**Task prompt**
Would you copy each line of the data below that has "word"?

Start of Data shown

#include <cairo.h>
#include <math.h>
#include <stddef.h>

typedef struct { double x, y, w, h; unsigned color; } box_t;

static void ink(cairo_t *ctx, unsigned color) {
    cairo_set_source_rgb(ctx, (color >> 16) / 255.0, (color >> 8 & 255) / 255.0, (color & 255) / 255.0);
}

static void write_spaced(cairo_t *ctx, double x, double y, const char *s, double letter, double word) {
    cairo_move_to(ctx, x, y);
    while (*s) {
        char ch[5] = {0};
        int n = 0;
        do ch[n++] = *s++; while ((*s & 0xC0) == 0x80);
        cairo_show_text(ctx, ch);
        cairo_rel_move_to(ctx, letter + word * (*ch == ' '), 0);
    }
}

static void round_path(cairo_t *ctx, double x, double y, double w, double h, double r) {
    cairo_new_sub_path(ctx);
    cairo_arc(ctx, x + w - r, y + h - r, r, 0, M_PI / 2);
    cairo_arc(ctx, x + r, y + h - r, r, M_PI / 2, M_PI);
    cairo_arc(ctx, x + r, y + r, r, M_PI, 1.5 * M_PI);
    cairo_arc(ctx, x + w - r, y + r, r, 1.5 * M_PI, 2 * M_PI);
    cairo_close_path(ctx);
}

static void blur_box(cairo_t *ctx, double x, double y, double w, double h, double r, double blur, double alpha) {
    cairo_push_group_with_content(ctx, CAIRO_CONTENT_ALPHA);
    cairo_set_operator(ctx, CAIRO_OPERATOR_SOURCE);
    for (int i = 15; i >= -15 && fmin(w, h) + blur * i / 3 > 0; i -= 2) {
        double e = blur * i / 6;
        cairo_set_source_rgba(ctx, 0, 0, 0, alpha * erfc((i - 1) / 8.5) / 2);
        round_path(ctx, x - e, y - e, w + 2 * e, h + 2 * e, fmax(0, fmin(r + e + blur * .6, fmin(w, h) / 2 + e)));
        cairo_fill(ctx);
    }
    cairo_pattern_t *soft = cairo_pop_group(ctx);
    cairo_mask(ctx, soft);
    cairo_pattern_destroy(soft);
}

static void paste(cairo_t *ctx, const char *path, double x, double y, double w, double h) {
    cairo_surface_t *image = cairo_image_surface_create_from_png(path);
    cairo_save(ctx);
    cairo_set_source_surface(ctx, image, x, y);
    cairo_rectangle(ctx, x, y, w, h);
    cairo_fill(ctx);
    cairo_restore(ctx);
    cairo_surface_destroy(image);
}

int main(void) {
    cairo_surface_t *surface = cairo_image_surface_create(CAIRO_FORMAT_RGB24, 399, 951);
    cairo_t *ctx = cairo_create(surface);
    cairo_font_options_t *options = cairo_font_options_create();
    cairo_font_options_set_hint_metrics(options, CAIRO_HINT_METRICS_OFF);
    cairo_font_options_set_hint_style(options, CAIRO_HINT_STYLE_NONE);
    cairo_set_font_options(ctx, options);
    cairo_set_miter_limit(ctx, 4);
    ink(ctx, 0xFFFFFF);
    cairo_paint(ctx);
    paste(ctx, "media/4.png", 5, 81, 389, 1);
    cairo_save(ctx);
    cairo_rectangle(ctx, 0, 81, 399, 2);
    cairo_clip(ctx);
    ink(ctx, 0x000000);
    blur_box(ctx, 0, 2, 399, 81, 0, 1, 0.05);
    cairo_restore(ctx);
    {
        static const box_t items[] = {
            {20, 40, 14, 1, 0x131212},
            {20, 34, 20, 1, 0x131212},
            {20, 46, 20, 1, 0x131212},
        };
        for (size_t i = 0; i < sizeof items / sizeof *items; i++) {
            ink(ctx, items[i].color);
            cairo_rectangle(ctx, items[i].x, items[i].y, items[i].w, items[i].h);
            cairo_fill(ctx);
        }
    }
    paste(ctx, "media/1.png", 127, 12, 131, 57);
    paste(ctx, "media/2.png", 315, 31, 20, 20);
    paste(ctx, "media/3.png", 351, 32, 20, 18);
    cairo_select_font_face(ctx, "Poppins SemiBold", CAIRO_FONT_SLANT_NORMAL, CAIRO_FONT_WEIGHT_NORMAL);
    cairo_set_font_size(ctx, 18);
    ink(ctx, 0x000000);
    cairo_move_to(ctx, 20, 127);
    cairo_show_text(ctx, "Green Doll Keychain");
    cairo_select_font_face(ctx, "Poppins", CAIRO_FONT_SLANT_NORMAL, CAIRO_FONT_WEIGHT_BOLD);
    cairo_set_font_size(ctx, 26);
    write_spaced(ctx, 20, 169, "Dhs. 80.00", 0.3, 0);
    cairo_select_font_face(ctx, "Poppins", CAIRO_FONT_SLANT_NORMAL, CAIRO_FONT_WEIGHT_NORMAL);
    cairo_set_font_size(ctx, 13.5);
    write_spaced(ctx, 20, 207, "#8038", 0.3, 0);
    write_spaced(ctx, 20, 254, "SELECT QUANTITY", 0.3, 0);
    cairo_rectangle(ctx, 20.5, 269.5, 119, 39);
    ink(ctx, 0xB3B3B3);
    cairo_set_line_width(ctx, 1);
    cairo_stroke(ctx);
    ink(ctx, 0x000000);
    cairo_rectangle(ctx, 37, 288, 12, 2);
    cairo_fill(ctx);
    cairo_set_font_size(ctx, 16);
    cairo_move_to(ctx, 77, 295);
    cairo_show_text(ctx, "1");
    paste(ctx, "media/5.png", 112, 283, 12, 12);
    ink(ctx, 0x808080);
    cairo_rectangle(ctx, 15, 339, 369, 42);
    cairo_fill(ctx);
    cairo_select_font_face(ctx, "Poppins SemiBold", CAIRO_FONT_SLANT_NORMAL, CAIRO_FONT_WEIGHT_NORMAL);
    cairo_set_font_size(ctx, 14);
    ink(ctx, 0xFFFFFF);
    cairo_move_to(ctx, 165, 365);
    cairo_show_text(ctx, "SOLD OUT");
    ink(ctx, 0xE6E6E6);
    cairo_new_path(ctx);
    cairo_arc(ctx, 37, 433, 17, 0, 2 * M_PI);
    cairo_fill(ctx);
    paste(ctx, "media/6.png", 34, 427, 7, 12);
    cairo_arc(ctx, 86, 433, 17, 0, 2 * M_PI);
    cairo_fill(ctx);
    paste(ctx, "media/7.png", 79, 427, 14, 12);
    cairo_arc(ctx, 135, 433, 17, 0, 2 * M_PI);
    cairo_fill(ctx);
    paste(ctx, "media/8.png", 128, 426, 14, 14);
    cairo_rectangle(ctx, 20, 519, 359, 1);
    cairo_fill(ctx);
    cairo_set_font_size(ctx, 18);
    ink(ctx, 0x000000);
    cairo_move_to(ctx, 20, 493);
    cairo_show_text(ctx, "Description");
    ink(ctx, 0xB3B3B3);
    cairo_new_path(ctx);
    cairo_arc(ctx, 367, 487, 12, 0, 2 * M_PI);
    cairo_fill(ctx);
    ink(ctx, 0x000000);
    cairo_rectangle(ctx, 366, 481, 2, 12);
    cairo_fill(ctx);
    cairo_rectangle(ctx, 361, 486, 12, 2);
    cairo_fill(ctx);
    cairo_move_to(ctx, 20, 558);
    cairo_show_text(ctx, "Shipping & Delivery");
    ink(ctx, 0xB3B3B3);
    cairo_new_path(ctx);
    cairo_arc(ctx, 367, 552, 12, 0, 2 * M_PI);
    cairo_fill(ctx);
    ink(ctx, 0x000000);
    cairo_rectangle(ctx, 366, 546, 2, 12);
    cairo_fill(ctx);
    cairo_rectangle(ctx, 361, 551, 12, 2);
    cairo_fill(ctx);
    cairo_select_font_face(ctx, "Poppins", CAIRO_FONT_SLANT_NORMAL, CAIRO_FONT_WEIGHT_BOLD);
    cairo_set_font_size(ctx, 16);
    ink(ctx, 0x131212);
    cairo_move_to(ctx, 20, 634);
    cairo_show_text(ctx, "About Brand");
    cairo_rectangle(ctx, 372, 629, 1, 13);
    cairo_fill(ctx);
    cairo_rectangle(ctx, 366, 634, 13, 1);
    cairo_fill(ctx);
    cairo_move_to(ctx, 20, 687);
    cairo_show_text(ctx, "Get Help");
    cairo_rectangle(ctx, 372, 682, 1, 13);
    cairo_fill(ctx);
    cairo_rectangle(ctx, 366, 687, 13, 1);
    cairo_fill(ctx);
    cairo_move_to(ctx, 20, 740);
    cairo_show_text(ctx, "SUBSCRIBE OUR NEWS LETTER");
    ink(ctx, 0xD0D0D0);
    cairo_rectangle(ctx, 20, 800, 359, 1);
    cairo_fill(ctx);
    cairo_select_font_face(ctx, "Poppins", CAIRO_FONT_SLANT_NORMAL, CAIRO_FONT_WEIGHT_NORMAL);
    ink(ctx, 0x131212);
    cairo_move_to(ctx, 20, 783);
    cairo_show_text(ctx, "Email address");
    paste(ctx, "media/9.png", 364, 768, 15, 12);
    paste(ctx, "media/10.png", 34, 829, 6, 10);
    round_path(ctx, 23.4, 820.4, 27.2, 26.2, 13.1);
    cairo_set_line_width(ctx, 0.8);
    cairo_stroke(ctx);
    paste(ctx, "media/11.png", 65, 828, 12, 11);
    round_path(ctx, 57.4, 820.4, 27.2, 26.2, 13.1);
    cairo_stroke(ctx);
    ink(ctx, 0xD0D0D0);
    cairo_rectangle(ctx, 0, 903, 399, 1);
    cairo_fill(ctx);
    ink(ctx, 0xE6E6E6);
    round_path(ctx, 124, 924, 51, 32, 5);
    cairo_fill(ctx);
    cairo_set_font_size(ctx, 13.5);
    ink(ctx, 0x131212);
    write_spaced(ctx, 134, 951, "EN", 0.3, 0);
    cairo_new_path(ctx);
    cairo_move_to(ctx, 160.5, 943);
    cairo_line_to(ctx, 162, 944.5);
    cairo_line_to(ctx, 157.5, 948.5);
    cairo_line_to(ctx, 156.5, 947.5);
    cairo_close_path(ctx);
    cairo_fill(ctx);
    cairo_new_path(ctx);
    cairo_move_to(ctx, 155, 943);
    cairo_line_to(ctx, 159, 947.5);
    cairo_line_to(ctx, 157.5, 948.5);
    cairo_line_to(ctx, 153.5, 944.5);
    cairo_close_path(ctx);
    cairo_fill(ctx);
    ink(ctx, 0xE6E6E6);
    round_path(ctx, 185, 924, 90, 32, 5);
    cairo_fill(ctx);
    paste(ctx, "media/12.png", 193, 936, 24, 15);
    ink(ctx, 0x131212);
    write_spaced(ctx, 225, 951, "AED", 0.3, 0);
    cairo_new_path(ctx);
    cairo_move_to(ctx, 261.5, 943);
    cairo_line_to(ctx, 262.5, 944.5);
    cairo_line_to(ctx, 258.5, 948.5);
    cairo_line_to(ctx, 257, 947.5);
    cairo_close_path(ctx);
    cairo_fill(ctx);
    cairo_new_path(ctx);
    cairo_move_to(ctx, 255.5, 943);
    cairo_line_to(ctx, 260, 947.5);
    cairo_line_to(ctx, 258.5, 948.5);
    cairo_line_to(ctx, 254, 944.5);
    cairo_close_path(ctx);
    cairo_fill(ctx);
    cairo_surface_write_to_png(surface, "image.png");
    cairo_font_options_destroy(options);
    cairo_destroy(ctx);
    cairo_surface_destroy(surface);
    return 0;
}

End of Data shown
Start of Data shown

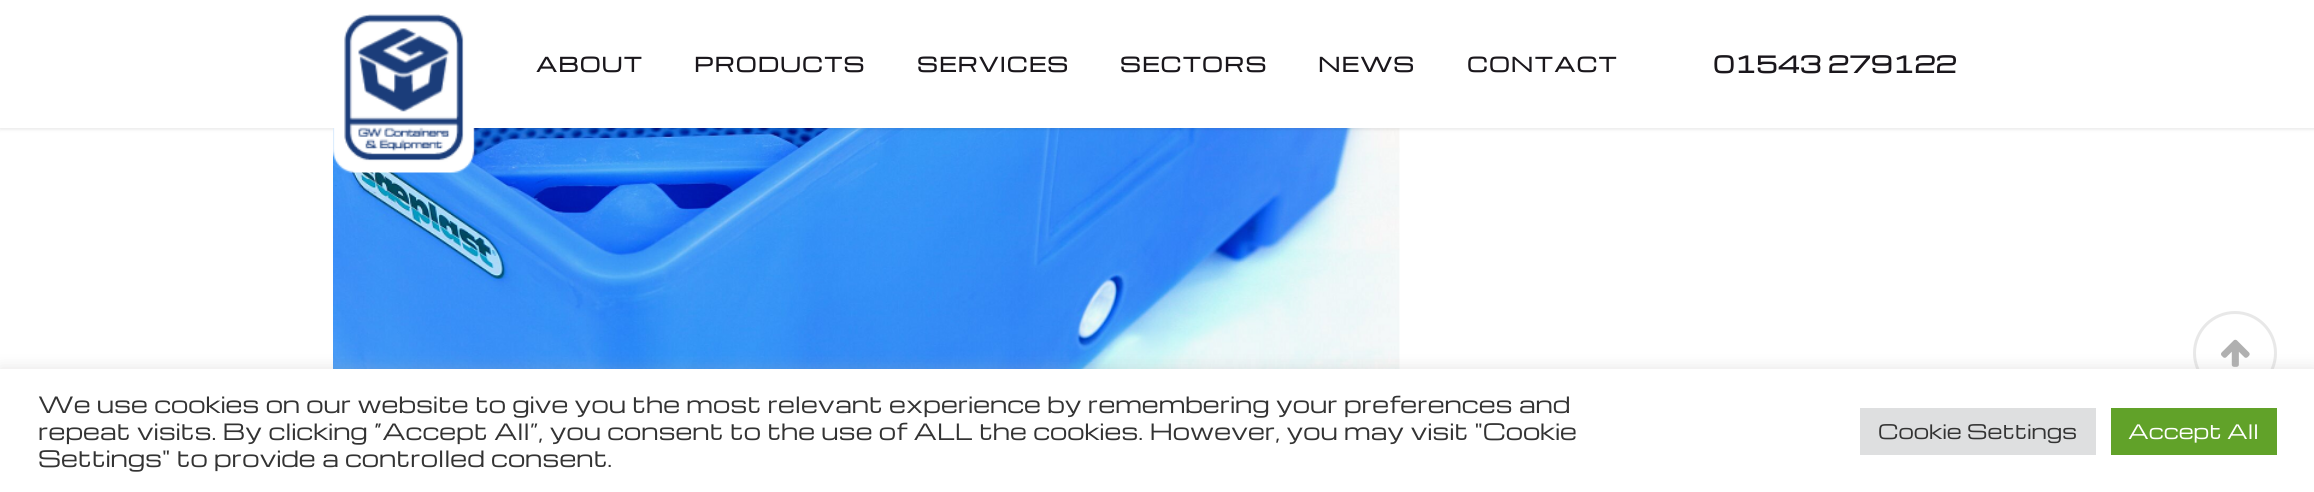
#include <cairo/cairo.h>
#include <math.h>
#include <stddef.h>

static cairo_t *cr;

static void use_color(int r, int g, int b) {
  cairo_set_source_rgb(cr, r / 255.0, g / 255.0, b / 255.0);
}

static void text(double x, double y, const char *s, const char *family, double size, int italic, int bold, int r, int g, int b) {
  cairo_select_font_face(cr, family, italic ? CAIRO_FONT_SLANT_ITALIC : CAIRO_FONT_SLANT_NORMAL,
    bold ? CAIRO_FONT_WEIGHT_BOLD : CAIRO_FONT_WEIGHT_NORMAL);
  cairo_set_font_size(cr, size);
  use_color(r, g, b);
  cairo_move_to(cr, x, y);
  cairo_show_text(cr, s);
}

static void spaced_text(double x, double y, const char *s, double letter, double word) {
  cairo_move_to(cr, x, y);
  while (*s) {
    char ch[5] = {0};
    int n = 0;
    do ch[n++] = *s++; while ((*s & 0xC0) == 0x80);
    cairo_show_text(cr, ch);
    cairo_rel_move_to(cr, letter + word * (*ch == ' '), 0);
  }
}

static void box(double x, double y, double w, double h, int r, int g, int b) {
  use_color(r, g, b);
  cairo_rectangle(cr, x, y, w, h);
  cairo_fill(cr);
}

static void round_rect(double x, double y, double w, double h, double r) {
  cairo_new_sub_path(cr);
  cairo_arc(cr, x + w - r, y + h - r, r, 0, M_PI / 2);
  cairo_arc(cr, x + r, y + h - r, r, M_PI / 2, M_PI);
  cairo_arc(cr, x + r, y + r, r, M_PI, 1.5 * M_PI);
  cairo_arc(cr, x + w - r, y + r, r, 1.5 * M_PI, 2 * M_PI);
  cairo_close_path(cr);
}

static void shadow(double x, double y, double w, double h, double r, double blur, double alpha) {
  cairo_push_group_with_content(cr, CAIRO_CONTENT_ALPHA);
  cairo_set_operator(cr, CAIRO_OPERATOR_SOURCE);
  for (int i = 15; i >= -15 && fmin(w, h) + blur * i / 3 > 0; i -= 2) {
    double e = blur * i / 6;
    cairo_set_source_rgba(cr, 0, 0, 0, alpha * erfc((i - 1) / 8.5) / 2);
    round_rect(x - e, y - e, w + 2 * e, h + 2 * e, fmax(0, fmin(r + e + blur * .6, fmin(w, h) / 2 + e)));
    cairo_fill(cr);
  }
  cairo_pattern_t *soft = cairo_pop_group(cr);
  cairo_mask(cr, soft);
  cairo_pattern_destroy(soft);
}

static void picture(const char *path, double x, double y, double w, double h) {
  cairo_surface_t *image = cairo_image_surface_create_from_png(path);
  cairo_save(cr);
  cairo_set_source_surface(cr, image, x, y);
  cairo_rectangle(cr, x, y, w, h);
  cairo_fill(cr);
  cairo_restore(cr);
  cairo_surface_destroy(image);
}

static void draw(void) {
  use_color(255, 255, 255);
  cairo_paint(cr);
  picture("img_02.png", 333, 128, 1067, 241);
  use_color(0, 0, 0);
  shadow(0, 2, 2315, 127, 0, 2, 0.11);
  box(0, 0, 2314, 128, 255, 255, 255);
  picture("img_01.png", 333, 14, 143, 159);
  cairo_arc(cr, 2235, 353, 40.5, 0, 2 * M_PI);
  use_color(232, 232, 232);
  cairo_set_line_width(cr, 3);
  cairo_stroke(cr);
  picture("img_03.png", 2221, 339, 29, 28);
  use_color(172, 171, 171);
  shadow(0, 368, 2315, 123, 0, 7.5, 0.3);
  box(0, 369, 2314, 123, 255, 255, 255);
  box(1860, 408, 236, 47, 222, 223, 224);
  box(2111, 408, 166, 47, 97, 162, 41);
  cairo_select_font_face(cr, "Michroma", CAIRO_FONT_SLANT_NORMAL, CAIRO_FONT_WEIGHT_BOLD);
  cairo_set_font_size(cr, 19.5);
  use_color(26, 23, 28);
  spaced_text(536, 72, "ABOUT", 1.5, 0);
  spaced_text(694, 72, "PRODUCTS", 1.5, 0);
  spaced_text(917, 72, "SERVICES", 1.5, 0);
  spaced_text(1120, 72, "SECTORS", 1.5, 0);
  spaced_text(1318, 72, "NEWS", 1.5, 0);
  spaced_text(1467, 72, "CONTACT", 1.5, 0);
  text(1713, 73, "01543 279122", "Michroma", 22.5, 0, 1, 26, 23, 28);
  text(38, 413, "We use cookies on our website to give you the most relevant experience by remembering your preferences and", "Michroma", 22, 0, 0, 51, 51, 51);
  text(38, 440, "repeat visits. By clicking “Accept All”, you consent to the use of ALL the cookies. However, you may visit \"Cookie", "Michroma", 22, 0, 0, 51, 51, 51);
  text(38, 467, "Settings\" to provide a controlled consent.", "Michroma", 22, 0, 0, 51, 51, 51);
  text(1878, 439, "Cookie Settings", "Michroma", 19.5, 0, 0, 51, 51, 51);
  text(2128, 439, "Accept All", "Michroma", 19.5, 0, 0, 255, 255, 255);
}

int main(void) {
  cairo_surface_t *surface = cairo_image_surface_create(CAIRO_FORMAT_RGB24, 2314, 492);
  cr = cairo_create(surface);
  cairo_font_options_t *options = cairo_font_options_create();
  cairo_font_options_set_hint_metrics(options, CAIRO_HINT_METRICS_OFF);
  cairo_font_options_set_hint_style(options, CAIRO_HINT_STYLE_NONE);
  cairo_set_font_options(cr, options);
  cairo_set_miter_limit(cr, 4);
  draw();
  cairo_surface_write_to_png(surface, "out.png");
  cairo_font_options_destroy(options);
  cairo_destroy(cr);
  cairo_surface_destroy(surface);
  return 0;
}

End of Data shown
Start of Data shown

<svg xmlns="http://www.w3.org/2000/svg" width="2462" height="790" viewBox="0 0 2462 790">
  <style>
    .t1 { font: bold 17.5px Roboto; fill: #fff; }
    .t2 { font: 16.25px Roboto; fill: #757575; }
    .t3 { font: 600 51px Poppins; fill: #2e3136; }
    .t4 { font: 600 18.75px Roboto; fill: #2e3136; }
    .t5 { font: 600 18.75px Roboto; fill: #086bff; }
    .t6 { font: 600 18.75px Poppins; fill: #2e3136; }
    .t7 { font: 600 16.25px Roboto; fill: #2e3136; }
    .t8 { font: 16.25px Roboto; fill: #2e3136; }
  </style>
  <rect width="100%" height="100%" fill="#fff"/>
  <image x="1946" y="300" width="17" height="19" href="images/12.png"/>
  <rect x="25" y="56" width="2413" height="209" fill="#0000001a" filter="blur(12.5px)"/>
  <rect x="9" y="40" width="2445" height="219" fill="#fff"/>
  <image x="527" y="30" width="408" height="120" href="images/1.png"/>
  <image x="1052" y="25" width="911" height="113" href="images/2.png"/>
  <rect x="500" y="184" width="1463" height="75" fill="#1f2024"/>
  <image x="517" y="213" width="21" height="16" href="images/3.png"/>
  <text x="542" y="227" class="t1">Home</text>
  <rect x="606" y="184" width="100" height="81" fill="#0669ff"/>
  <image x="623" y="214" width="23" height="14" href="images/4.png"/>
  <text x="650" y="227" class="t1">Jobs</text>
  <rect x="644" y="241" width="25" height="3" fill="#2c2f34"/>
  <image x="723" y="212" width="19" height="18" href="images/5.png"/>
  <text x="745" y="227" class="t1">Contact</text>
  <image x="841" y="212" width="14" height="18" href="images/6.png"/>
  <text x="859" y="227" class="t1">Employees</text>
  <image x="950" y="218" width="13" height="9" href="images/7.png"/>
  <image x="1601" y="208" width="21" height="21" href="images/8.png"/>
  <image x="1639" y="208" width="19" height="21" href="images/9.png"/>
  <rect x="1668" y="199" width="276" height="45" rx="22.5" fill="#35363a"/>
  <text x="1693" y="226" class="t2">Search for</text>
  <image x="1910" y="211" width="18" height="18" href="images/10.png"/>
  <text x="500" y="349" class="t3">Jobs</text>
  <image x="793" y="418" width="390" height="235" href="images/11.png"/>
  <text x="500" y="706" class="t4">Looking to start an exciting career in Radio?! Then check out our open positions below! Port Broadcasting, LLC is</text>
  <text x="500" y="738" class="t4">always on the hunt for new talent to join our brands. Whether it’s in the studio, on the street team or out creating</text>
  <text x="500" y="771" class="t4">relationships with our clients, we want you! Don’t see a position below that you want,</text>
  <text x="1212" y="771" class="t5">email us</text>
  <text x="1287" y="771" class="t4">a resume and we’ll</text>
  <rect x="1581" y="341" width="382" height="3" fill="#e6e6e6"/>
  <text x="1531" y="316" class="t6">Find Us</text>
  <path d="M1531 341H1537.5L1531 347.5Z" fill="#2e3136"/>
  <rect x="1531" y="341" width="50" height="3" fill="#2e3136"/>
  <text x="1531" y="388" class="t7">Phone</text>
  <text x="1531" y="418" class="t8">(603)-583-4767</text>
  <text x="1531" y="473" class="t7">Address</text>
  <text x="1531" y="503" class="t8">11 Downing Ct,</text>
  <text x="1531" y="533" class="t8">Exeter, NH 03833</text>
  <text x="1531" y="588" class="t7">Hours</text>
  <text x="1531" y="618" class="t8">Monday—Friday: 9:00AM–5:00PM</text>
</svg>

End of Data shown

**Your response**
static void write_spaced(cairo_t *ctx, double x, double y, const char *s, double letter, double word) {
        cairo_rel_move_to(ctx, letter + word * (*ch == ' '), 0);
static void spaced_text(double x, double y, const char *s, double letter, double word) {
    cairo_rel_move_to(cr, letter + word * (*ch == ' '), 0);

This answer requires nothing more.